* [WHAT YOU WILL DO]: Find each line below that includes "بوستان", then copy it.

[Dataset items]
━━━━━━━━━━━━━━━━━━━━━━━━━━━━━━
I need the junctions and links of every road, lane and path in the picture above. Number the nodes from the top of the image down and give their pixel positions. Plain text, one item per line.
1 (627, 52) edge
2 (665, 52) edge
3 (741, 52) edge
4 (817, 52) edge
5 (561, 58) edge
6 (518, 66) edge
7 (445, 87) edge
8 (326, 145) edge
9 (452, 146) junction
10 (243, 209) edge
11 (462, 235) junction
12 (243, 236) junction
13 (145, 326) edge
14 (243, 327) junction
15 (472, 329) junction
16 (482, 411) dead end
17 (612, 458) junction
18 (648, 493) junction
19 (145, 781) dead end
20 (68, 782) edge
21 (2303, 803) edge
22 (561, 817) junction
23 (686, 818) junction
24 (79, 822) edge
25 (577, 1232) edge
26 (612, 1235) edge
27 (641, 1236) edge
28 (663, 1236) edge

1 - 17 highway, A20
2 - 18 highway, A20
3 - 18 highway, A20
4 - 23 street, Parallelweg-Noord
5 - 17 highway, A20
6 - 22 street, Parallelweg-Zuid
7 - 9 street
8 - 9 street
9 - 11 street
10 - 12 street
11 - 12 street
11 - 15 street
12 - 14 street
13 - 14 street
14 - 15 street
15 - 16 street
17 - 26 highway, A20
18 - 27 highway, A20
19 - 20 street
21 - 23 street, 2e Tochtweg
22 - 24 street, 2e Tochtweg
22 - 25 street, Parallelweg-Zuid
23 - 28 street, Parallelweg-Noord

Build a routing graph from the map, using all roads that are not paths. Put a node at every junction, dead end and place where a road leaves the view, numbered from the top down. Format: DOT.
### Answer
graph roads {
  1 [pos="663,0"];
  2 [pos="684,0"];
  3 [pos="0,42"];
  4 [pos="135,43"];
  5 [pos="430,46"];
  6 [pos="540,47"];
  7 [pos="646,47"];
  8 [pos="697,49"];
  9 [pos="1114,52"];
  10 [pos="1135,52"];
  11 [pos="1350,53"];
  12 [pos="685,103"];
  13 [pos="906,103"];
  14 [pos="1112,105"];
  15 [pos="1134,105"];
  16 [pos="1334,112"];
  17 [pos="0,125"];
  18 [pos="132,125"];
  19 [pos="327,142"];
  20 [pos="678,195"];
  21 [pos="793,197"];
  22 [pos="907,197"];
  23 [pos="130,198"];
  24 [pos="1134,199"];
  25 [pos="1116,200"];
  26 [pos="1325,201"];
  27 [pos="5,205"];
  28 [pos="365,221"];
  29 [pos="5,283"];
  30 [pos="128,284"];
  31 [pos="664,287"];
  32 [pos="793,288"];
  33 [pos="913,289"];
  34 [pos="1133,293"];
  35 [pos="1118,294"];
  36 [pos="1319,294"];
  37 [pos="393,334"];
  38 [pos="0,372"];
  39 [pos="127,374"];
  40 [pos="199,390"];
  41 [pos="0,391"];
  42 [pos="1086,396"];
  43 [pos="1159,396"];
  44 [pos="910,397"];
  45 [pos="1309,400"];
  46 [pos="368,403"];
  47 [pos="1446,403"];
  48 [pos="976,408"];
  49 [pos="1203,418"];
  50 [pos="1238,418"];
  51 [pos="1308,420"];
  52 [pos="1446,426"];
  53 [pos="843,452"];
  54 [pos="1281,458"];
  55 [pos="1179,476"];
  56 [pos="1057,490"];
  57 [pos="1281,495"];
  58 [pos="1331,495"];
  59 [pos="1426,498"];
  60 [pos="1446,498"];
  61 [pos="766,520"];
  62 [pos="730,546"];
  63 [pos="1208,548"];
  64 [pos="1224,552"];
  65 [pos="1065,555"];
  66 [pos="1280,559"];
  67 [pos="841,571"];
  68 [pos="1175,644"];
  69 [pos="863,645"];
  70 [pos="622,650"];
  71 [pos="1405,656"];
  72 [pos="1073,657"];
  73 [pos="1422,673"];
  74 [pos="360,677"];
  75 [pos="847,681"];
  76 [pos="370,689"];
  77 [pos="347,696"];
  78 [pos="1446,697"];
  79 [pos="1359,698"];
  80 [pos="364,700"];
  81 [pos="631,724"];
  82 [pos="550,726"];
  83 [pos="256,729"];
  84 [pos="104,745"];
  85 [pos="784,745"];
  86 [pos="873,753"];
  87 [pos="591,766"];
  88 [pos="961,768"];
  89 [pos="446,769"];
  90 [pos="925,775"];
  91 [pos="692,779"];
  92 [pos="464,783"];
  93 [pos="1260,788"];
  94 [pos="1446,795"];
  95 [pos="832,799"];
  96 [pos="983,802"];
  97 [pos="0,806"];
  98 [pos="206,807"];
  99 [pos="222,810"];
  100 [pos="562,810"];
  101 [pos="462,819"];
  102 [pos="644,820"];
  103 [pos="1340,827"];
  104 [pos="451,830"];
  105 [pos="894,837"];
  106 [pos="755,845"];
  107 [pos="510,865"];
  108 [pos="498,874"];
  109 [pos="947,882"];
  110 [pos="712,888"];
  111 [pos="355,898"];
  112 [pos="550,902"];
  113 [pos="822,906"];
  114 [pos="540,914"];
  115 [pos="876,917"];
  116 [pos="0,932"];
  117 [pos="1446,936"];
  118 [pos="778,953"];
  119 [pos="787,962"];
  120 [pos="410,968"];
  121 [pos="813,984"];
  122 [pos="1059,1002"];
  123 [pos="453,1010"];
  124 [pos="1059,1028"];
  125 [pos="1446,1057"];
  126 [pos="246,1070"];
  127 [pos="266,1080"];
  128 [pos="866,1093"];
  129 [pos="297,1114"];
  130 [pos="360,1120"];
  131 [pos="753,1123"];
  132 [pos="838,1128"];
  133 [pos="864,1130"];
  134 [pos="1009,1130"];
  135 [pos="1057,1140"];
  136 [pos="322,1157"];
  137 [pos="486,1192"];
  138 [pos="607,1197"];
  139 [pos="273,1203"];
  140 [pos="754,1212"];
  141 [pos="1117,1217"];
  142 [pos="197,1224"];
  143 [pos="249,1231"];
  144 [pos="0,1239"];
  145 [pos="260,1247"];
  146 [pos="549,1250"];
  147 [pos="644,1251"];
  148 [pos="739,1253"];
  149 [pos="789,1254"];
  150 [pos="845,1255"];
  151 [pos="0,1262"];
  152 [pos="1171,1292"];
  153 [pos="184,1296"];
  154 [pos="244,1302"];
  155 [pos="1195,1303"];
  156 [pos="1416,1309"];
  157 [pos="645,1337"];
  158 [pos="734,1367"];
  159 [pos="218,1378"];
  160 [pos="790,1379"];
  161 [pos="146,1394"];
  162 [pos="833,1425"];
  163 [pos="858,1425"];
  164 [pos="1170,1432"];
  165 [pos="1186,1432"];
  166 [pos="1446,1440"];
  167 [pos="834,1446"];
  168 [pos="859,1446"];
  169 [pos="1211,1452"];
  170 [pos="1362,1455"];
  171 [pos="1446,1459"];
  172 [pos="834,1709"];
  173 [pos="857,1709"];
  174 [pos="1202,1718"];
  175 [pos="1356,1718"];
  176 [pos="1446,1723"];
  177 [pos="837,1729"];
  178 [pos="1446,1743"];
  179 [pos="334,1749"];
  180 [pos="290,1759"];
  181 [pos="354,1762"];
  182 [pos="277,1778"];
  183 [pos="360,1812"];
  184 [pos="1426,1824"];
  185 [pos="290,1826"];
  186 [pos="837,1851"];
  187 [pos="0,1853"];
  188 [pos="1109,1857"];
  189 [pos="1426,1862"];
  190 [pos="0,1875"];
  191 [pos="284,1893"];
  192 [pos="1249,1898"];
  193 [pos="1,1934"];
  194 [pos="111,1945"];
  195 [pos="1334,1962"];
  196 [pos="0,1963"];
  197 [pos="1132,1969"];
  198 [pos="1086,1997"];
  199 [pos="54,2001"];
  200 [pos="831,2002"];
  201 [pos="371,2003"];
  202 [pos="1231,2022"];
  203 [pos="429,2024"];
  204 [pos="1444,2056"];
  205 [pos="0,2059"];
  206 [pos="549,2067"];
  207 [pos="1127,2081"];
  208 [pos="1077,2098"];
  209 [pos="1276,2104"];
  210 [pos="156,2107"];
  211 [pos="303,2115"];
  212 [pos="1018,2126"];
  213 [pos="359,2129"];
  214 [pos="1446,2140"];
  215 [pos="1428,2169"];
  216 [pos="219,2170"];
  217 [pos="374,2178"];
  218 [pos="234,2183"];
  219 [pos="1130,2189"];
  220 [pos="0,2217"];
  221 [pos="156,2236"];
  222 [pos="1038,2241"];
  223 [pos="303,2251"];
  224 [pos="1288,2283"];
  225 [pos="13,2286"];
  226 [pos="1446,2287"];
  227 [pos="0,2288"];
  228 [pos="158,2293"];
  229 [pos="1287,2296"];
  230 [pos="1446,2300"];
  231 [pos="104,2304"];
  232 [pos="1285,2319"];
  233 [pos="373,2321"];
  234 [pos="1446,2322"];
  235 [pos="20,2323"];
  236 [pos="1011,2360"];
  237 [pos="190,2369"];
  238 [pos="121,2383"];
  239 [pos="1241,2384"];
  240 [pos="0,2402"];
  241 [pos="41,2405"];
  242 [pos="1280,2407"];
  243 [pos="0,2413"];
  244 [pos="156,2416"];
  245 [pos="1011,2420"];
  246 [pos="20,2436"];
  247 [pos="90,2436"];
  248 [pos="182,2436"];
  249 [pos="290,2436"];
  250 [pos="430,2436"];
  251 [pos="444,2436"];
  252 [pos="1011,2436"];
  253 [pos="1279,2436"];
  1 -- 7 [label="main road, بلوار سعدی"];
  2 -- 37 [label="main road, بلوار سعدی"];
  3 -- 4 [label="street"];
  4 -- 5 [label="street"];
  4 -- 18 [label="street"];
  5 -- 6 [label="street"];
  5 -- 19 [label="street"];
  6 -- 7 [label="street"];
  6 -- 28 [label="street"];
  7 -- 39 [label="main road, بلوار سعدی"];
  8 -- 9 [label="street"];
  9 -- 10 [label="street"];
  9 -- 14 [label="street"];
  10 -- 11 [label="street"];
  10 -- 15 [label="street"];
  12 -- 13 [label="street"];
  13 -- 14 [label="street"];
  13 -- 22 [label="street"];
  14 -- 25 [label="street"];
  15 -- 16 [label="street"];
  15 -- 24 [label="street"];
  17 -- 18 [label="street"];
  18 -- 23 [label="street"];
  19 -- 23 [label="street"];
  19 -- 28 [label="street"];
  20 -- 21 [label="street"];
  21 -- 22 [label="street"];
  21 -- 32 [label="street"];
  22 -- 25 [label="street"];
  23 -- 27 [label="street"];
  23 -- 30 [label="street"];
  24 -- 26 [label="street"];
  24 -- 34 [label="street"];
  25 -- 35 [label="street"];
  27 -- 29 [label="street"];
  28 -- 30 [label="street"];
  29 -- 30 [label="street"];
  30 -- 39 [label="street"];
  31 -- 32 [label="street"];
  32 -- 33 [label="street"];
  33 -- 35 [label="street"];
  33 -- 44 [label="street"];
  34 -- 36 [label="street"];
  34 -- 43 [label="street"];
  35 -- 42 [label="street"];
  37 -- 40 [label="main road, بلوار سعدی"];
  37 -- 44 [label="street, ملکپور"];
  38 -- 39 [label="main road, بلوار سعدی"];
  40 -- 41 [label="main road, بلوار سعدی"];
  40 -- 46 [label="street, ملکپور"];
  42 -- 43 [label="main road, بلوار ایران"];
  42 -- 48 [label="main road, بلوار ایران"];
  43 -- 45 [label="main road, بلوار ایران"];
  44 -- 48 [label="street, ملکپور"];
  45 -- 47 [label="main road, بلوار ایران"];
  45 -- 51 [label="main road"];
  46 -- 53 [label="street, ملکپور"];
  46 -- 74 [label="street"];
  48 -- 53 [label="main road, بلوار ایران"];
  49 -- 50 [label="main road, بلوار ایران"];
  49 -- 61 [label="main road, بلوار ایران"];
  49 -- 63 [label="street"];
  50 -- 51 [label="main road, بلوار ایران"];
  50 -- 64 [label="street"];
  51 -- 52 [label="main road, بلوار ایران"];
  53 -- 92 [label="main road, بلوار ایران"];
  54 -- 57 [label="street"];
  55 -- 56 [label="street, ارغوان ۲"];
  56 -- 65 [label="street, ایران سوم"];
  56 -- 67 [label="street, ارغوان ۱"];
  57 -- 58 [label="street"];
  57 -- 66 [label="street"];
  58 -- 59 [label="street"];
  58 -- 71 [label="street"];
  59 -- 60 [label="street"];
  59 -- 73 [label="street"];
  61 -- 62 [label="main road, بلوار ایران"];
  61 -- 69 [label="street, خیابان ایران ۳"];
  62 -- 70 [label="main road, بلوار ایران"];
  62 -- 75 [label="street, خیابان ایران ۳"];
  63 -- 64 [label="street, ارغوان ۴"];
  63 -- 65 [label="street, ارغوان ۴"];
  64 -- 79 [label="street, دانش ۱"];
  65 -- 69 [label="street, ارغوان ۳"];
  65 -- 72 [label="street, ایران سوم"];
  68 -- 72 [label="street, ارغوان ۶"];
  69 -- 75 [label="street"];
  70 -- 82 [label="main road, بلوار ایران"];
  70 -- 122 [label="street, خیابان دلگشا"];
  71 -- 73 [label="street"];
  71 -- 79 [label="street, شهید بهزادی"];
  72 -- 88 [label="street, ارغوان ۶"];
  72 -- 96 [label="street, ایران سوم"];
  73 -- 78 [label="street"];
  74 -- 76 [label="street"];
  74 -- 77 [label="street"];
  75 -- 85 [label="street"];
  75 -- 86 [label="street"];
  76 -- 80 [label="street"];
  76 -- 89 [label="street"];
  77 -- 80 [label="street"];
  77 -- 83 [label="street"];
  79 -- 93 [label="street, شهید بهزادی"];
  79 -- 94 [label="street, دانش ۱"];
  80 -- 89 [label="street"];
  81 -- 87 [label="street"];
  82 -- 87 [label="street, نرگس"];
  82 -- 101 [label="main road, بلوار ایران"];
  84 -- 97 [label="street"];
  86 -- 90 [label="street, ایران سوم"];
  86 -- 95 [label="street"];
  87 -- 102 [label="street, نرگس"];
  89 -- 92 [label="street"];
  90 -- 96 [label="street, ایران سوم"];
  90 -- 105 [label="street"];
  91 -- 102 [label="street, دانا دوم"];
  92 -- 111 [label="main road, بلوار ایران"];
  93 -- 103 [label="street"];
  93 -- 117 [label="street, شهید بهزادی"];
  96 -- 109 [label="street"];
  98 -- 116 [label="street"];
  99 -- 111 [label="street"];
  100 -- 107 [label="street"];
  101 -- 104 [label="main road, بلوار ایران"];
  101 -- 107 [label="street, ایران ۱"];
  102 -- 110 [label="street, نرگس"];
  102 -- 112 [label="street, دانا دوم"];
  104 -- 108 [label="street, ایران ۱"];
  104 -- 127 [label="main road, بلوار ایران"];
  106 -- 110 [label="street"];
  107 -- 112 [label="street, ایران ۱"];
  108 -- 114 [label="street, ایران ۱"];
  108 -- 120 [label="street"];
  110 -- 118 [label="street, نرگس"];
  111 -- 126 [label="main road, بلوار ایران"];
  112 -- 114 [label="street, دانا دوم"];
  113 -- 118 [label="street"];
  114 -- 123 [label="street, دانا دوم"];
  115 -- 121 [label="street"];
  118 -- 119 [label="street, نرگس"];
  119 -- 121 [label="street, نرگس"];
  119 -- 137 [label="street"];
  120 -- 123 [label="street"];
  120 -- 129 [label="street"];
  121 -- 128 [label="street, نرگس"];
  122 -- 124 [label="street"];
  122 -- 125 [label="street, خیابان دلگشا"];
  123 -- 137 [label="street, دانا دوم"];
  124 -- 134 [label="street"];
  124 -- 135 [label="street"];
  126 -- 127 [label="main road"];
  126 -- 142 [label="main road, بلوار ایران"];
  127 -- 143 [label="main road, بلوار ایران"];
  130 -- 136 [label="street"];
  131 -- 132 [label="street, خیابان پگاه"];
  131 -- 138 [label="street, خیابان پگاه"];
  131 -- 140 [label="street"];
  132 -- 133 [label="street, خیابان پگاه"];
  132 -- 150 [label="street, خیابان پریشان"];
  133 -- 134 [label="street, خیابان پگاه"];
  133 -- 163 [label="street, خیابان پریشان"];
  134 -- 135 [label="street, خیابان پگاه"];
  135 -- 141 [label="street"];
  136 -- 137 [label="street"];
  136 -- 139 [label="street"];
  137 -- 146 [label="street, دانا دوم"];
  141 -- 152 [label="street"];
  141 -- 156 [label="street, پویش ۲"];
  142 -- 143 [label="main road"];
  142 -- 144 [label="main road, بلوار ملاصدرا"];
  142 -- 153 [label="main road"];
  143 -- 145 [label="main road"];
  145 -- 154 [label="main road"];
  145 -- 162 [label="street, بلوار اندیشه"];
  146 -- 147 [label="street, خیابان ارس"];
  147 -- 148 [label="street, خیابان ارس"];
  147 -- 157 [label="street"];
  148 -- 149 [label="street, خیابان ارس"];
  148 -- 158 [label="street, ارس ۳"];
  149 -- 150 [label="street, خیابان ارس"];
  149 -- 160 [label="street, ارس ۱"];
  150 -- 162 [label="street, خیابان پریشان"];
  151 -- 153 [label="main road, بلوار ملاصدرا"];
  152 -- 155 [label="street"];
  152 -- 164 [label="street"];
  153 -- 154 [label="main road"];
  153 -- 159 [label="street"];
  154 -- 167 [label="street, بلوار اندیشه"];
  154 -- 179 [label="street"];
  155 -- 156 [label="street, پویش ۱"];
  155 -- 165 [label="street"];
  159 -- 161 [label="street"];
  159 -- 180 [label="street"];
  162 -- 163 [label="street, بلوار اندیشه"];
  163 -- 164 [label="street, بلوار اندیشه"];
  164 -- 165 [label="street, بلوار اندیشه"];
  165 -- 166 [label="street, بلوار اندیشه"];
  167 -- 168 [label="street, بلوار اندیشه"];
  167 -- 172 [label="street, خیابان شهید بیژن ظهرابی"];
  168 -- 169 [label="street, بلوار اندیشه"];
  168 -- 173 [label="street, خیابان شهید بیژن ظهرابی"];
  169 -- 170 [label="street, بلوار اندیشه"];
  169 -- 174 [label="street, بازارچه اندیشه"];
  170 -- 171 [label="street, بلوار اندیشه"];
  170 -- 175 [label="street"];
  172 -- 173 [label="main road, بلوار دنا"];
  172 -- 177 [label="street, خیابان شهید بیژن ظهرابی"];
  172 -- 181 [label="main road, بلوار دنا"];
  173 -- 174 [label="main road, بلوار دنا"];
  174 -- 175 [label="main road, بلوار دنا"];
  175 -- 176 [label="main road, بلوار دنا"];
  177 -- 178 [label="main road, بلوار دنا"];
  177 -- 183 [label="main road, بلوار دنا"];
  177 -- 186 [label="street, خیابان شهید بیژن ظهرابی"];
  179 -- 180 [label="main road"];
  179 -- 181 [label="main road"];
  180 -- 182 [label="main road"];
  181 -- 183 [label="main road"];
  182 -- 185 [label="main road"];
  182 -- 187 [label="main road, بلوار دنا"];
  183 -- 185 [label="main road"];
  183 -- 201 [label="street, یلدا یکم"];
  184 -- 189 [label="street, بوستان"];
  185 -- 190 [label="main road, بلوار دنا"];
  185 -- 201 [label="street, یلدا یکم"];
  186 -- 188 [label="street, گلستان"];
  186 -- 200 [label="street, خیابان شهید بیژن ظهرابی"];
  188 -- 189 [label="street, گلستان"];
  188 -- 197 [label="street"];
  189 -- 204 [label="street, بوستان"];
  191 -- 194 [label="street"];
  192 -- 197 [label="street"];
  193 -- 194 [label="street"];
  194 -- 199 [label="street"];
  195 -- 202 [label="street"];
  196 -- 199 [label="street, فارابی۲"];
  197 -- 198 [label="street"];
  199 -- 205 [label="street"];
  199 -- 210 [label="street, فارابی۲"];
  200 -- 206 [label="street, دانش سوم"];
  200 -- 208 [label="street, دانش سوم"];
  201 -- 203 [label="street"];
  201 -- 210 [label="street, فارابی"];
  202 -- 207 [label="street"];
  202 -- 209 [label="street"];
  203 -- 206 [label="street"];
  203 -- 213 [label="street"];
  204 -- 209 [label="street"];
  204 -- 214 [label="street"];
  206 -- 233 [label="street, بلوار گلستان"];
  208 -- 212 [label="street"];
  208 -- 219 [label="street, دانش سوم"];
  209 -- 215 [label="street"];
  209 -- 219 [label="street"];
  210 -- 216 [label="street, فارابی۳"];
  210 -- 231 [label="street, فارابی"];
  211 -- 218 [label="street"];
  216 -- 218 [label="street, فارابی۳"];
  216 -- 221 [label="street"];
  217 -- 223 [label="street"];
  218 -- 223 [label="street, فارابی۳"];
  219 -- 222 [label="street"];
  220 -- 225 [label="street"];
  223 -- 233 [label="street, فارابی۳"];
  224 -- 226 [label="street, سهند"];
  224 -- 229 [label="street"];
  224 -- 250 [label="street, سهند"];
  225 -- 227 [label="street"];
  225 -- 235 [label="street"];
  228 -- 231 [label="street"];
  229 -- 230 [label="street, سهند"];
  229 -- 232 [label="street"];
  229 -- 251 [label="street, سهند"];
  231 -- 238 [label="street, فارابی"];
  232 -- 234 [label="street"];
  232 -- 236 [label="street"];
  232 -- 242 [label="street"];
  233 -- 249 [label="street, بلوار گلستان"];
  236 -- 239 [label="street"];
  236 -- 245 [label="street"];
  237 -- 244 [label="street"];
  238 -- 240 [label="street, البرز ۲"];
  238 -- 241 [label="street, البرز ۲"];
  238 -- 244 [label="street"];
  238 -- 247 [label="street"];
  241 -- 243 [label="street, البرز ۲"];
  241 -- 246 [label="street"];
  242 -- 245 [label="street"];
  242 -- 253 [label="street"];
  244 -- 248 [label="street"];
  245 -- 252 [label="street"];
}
━━━━━━━━━━━━━━━━━━━━━━━━━━━━━━
* [YOUR RESPONSE]:
  184 -- 189 [label="street, بوستان"];
  189 -- 204 [label="street, بوستان"];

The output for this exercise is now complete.